- Traders are loading up on short bets ahead of Tesla’s fourth-quarter delivery report, which is expected this week.
- There’s some concern that Tesla will fall short of forecasts, which helps explain the rise in hedging activity.
Tesla is set to report its fourth-quarter deliveries this week, and equity investors are taking no chances.
They have ratcheted up short interest – a measure of bets a stock will fall – by $US6 million, or 22%, over the past three months leading up to the announcement, according to data compiled by financial analytics firm S3 Partners.
The increase in bearish wagers likely corresponds with mounting concerns over Tesla’s ability to hit delivery targets. It’s been an ongoing worry for Wall Street analysts like Jeffrey Osborne at Cowen, who’s had a long-running “underperform” rating on the stock.

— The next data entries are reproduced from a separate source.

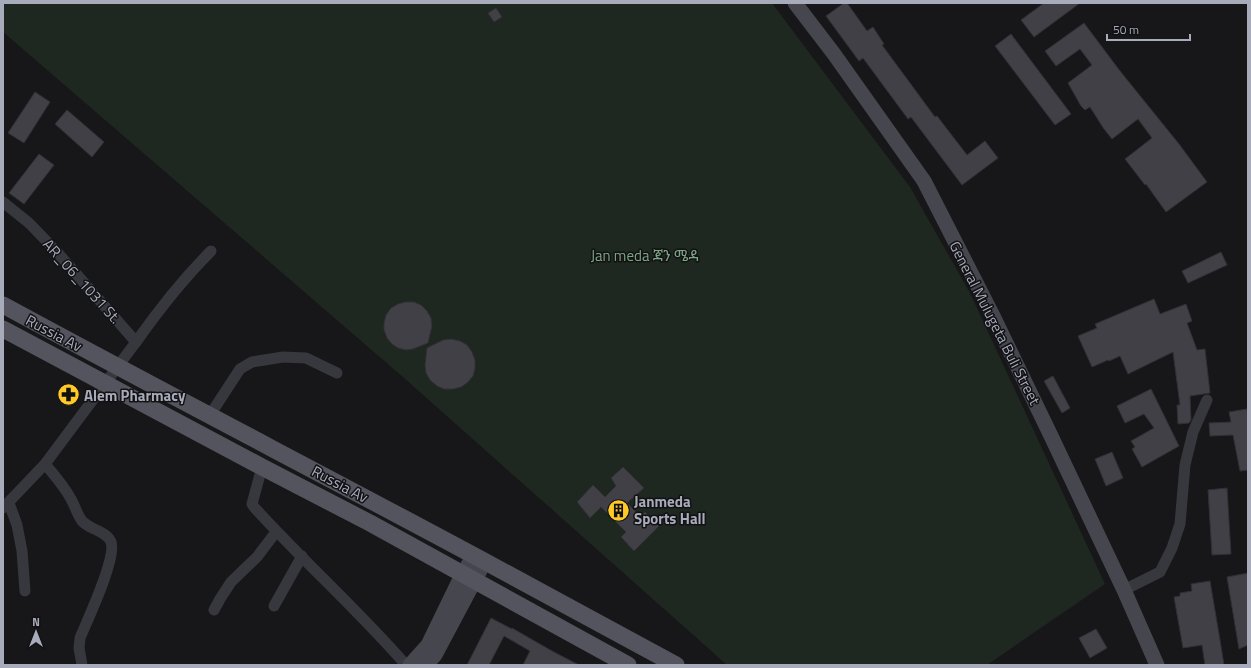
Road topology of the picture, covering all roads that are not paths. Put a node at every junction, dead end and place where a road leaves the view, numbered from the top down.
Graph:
1 (795, 3) edge
2 (3, 202) edge
3 (211, 251) dead end
4 (3, 305) edge
5 (3, 329) edge
6 (136, 342) junction
7 (116, 367) junction
8 (337, 373) dead end
9 (106, 384) junction
10 (1207, 400) dead end
11 (210, 415) junction
12 (45, 464) junction
13 (262, 467) junction
14 (6, 506) edge
15 (276, 532) junction
16 (302, 556) junction
17 (479, 558) junction
18 (468, 578) junction
19 (1124, 590) junction
20 (25, 591) dead end
21 (274, 606) dead end
22 (214, 610) dead end
23 (426, 661) edge
24 (82, 665) edge
25 (406, 665) edge
26 (410, 665) edge
27 (628, 665) edge
28 (676, 665) edge
29 (1157, 665) edge

1 - 19 main road, General Mulugeta Buli Street
2 - 6 street, AR_06_1031 St.
3 - 6 street
4 - 7 main road, Russia Av
5 - 9 main road, Russia Av
6 - 7 street
7 - 9 street
7 - 11 main road, Russia Av
8 - 11 street
9 - 12 street
9 - 13 main road, Russia Av
10 - 19 street
11 - 17 main road, Russia Av
12 - 14 street
12 - 24 street
13 - 15 street
13 - 18 main road, Russia Av
14 - 20 street
15 - 16 street
15 - 22 street
16 - 21 street
16 - 25 street
17 - 18 main road
17 - 28 main road, Russia Av
18 - 23 main road
18 - 27 main road, Russia Av
19 - 29 main road, General Mulugeta Buli Street
23 - 26 main road

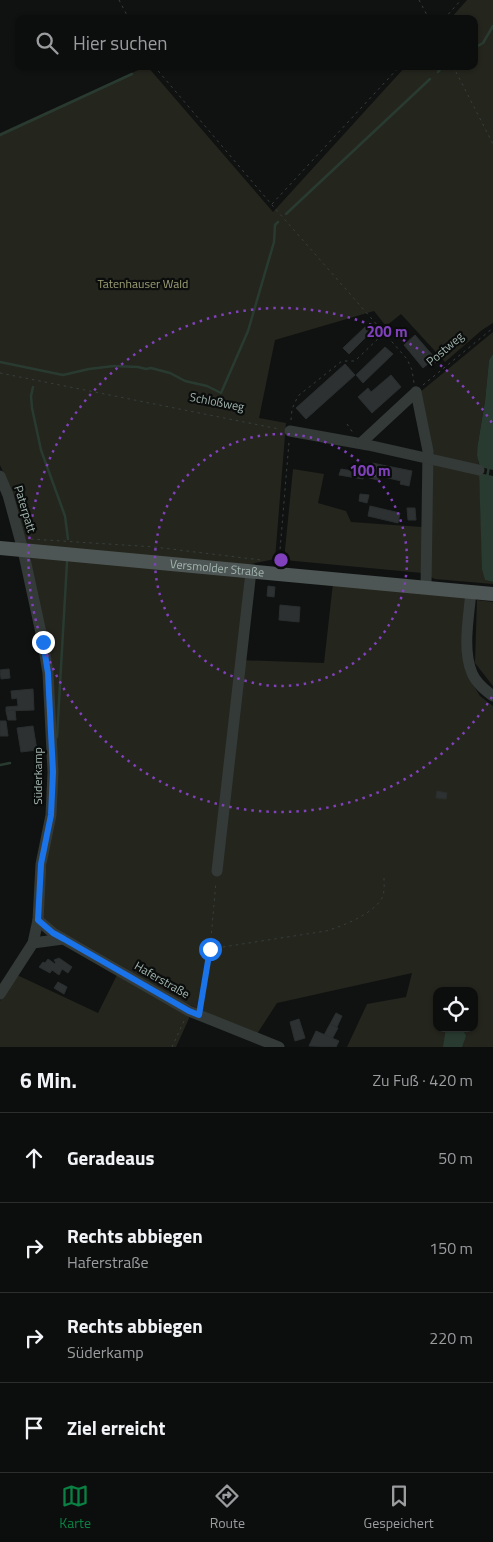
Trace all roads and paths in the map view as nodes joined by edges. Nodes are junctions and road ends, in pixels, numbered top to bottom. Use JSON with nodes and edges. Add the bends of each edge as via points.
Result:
{"nodes":[{"id":1,"x":119,"y":0,"type":"edge"},
{"id":2,"x":419,"y":0,"type":"edge"},
{"id":3,"x":461,"y":0,"type":"edge"},
{"id":4,"x":127,"y":15,"type":"edge"},
{"id":5,"x":427,"y":15,"type":"edge"},
{"id":6,"x":448,"y":15,"type":"edge"},
{"id":7,"x":157,"y":70,"type":"edge"},
{"id":8,"x":396,"y":70,"type":"edge"},
{"id":9,"x":455,"y":70,"type":"edge"},
{"id":10,"x":493,"y":144,"type":"edge"},
{"id":11,"x":272,"y":205,"type":"junction"},
{"id":12,"x":493,"y":328,"type":"edge"},
{"id":13,"x":384,"y":333,"type":"junction"},
{"id":14,"x":0,"y":373,"type":"edge"},
{"id":15,"x":416,"y":392,"type":"junction"},
{"id":16,"x":290,"y":431,"type":"junction"},
{"id":17,"x":361,"y":443,"type":"junction"},
{"id":18,"x":428,"y":459,"type":"junction"},
{"id":19,"x":479,"y":470,"type":"dead end"},
{"id":20,"x":0,"y":476,"type":"edge"},
{"id":21,"x":21,"y":544,"type":"junction"},
{"id":22,"x":0,"y":548,"type":"edge"},
{"id":23,"x":280,"y":563,"type":"dead end"},
{"id":24,"x":256,"y":565,"type":"junction"},
{"id":25,"x":426,"y":587,"type":"junction"},
{"id":26,"x":471,"y":591,"type":"junction"},
{"id":27,"x":493,"y":594,"type":"edge"},
{"id":28,"x":493,"y":696,"type":"edge"},
{"id":29,"x":217,"y":871,"type":"joint"},
{"id":30,"x":384,"y":878,"type":"dead end"},
{"id":31,"x":38,"y":920,"type":"junction"},
{"id":32,"x":64,"y":939,"type":"junction"},
{"id":33,"x":33,"y":943,"type":"junction"},
{"id":34,"x":210,"y":949,"type":"junction"},
{"id":35,"x":0,"y":994,"type":"edge"},
{"id":36,"x":194,"y":1013,"type":"junction"},
{"id":37,"x":172,"y":1047,"type":"edge"},
{"id":38,"x":278,"y":1047,"type":"edge"}],
"edges":[{"from":1,"to":4,"type":"path"},
{"from":2,"to":5,"type":"path"},
{"from":3,"to":6,"type":"path"},
{"from":7,"to":11,"type":"path"},
{"from":8,"to":11,"type":"path"},
{"from":9,"to":10,"type":"path"},
{"from":11,"to":13,"type":"path"},
{"from":12,"to":15,"type":"path","name":"Postweg"},
{"from":13,"to":15,"type":"path","via":[[407,359]]},
{"from":13,"to":16,"type":"path","via":[[355,361],[342,360],[298,396],[292,409]]},
{"from":14,"to":16,"type":"path","name":"Schloßweg"},
{"from":15,"to":17,"type":"street"},
{"from":15,"to":18,"type":"street"},
{"from":16,"to":17,"type":"street"},
{"from":16,"to":23,"type":"path"},
{"from":17,"to":18,"type":"street"},
{"from":18,"to":19,"type":"street"},
{"from":18,"to":25,"type":"street"},
{"from":20,"to":21,"type":"street","name":"Paterpatt"},
{"from":21,"to":22,"type":"main road","name":"Versmolder Straße"},
{"from":21,"to":24,"type":"main road","name":"Versmolder Straße"},
{"from":21,"to":24,"type":"path","via":[[154,547]]},
{"from":21,"to":31,"type":"street","name":"Süderkamp","via":[[48,673],[53,772],[51,815],[41,864]]},
{"from":24,"to":25,"type":"main road","name":"Versmolder Straße"},
{"from":24,"to":29,"type":"street"},
{"from":25,"to":26,"type":"main road","name":"Versmolder Straße"},
{"from":26,"to":27,"type":"main road","name":"Versmolder Straße"},
{"from":26,"to":28,"type":"street","via":[[467,656],[473,675]]},
{"from":29,"to":34,"type":"path"},
{"from":30,"to":34,"type":"path","via":[[382,898],[372,908],[339,927]]},
{"from":31,"to":32,"type":"street","name":"Haferstraße"},
{"from":31,"to":33,"type":"street","name":"Süderkamp"},
{"from":32,"to":33,"type":"street"},
{"from":32,"to":36,"type":"street","name":"Haferstraße"},
{"from":33,"to":35,"type":"street","name":"Süderkamp"},
{"from":34,"to":36,"type":"path"},
{"from":36,"to":37,"type":"path"},
{"from":36,"to":38,"type":"street","name":"Haferstraße"}]}
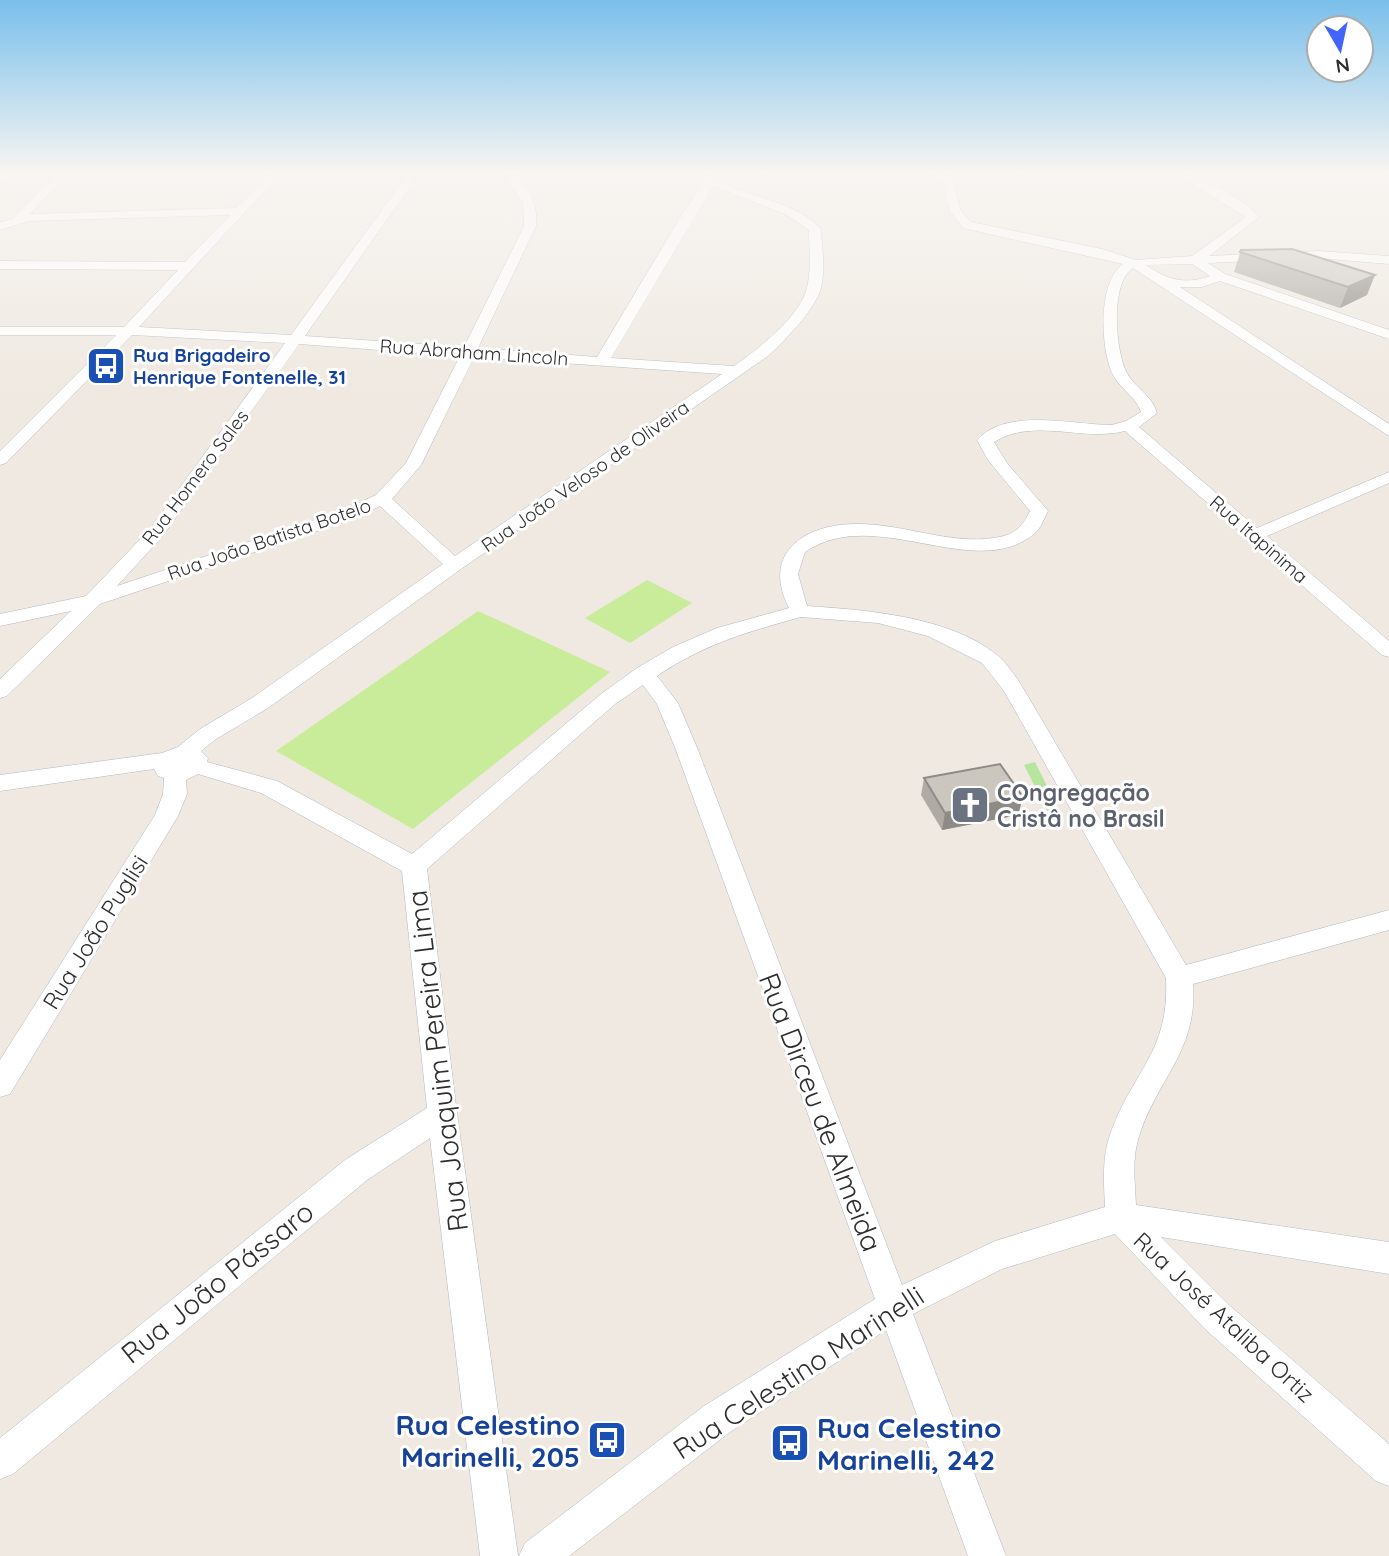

The biggest source of anxiety for Osborne is Tesla’s Model 3 sedan, for which he forecasts 2,250 fourth-quarter deliveries, a far cry from the consensus forecast of 4,000 to 5,000 vehicles.
And while the rest of Wall Street isn’t quite as bearish as Osborne, it’s possible that the investment community at large is considering his overall bear case on Tesla. He argues the company will be negatively affected by increased competition in the electric vehicle space in 2018 and 2019, and forecasts that it will continue to quickly burn through cash.
Another explanation for the surge in short interest is one recently floated by S3 Partners – that traders are using short bets on the market’s best-performing stocks to hedge against broader weakness. The wisdom behind using stocks like Tesla as a proxy is that the biggest, most influential stocks dictate the overall direction of the market.
However, during a recent two-week period that saw Tesla’s stock drop more than 9%, short interest continued to climb. Since hedges tend to decline during periods of weakness, the resilience seen in shorts suggests that there were other bearish forces in play – likely trepidation around the delivery report.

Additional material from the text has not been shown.